What are some heuristics we can deploy to find instances where forcing functions should be implemented? A litmus test I strictly follow is that if there is no possible upside to an action, its outcome can be only neutral or negative, then it must never be allowed to occur no matter how small the negative consequence is. This is a simple test of cost vs benefit.
You’re already employing this line of argumentation whether you recognize it or not because it underpins common coding best practices. When considering encapsulation, you want the inner state of an object to be private whenever possible and as the default. Same applies for functions on a library. If there isn’t a current requirement, neither is made accessible to consumers. This is because it increases opportunity for error and increases maintenance surface area (e.g. public library functions can’t have breaking changes).

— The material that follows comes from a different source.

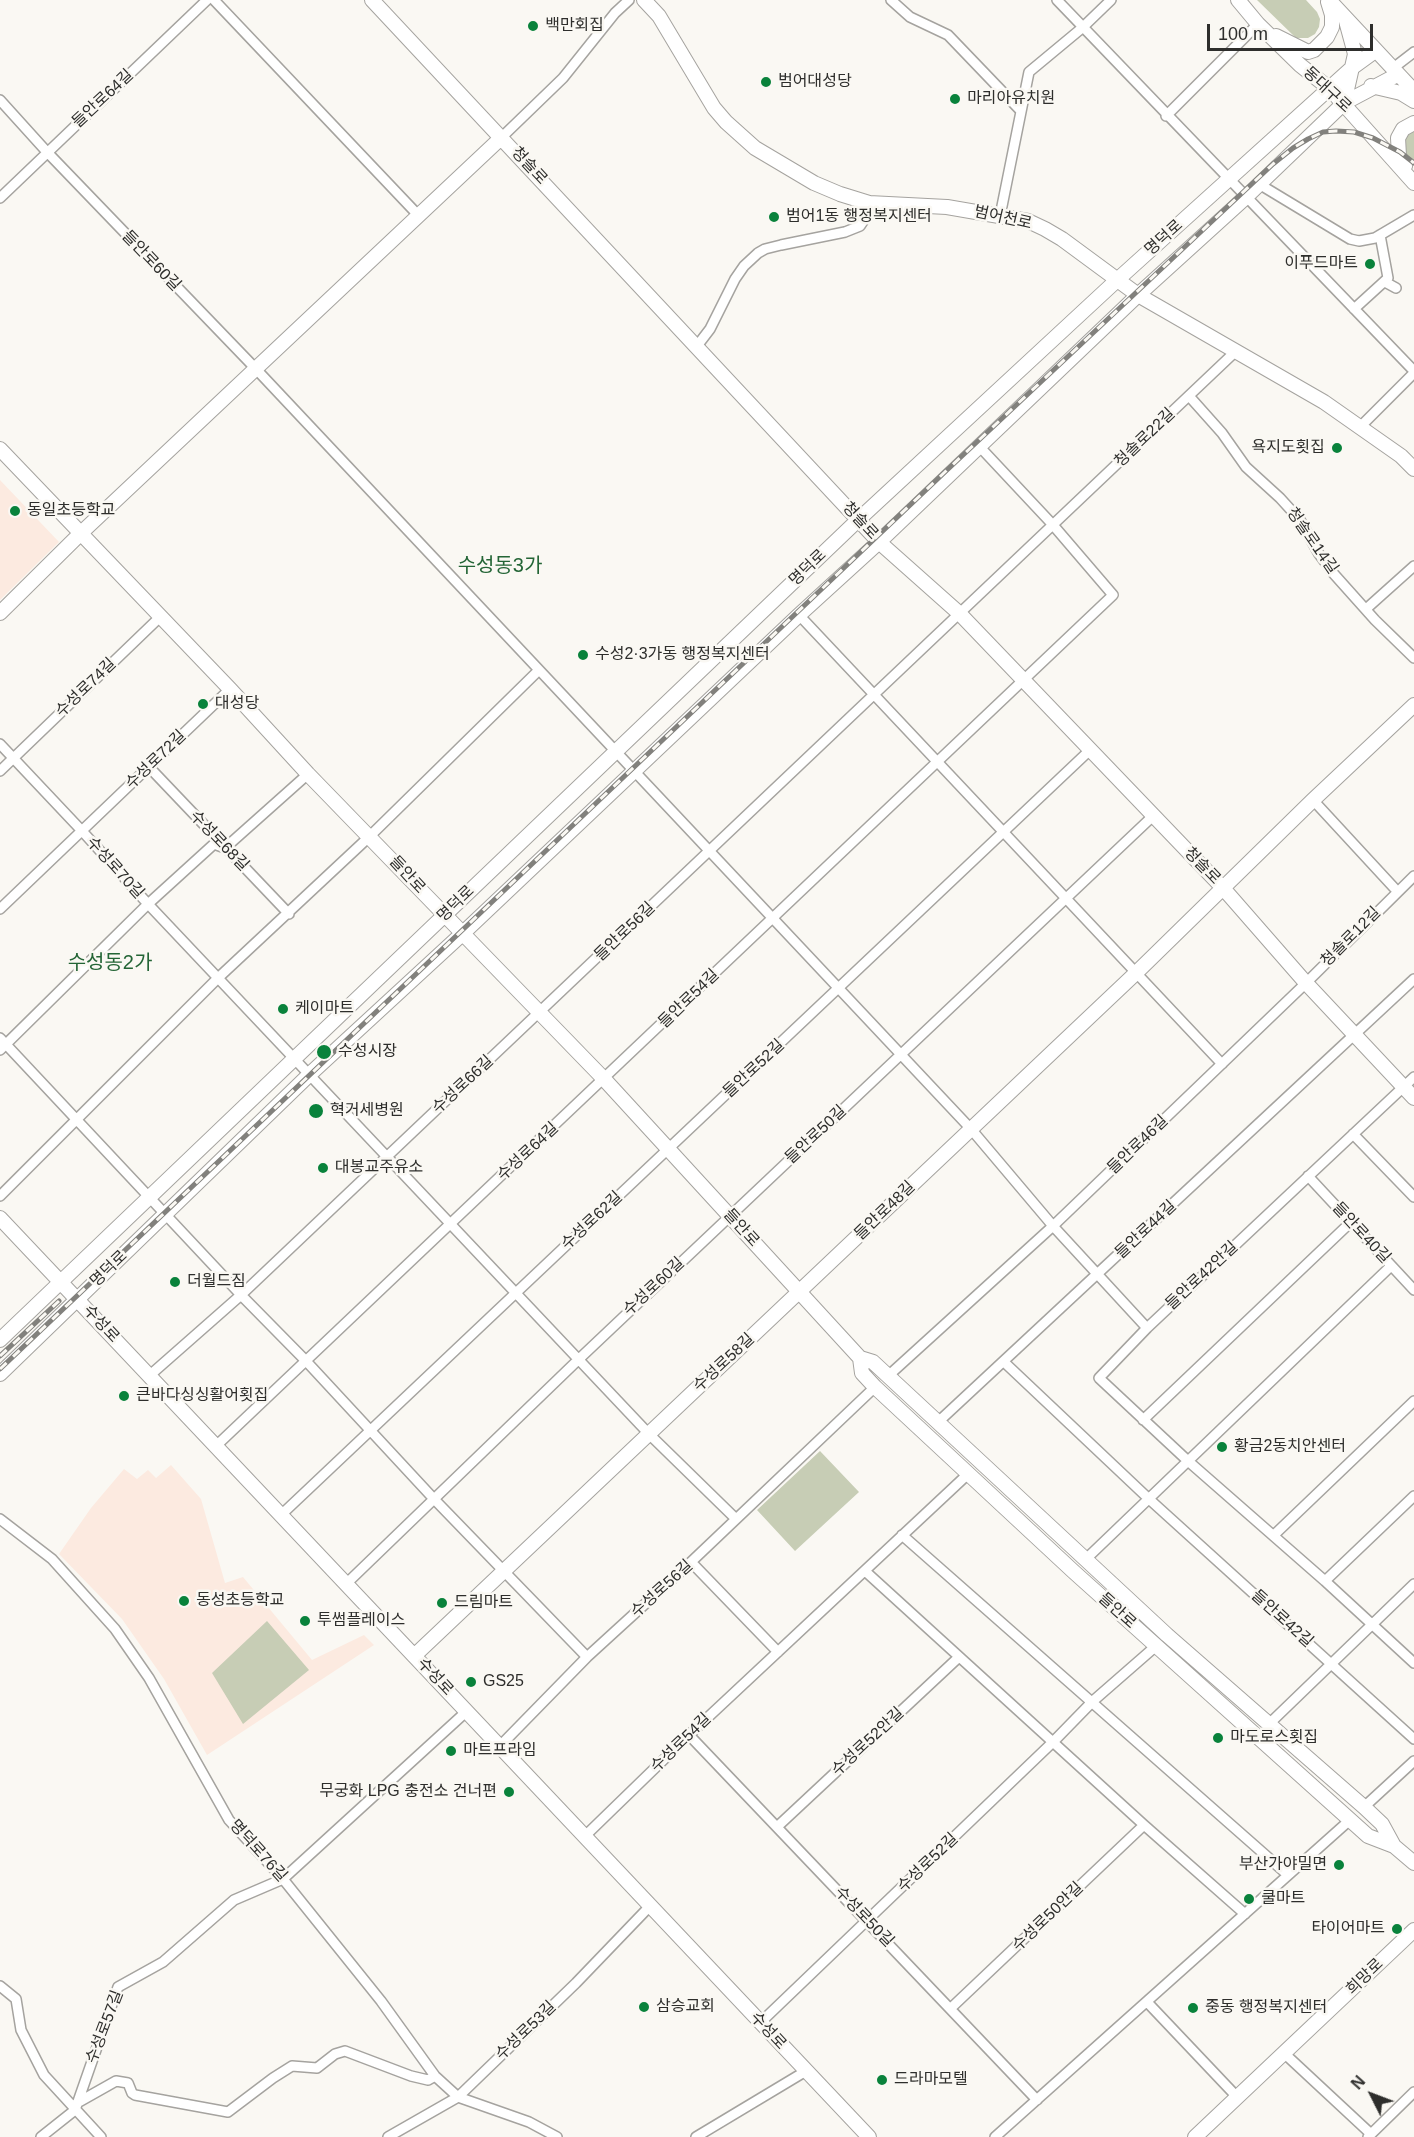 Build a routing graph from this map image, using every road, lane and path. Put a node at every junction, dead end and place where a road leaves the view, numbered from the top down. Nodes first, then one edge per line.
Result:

Still, this often feels pedantic to people in practice. If it’s small then why does it matter? I’m not saying you should always go back and fix items that already exist that fail this test; that should decision should be weighed against the cost of making the change. However, when constructing new things why allow such cases to be introduced? The argument at PR or design review time usually goes something like “sure, I guess that’s accurate, but it’s not a big deal and I already did it this way”.
There are two flaws with this argument. First, you only think it’s a small negative possibility. By definition, you haven’t actually evaluated that with any rigor if you’re employing this response. Otherwise you’d make an affirmative argument (meaning you’d argue why it should be this way instead of pushing back against arguments why it shouldn’t be this way). Second, in game theory terms this is a repeated game. You will make future changes. Even if the cost of fixing it is higher than the cost of it remaining, it’s better to fix it. The developer will learn and has a strong incentive to think this through up front next time, in which case the better outcome materializes without additional cost.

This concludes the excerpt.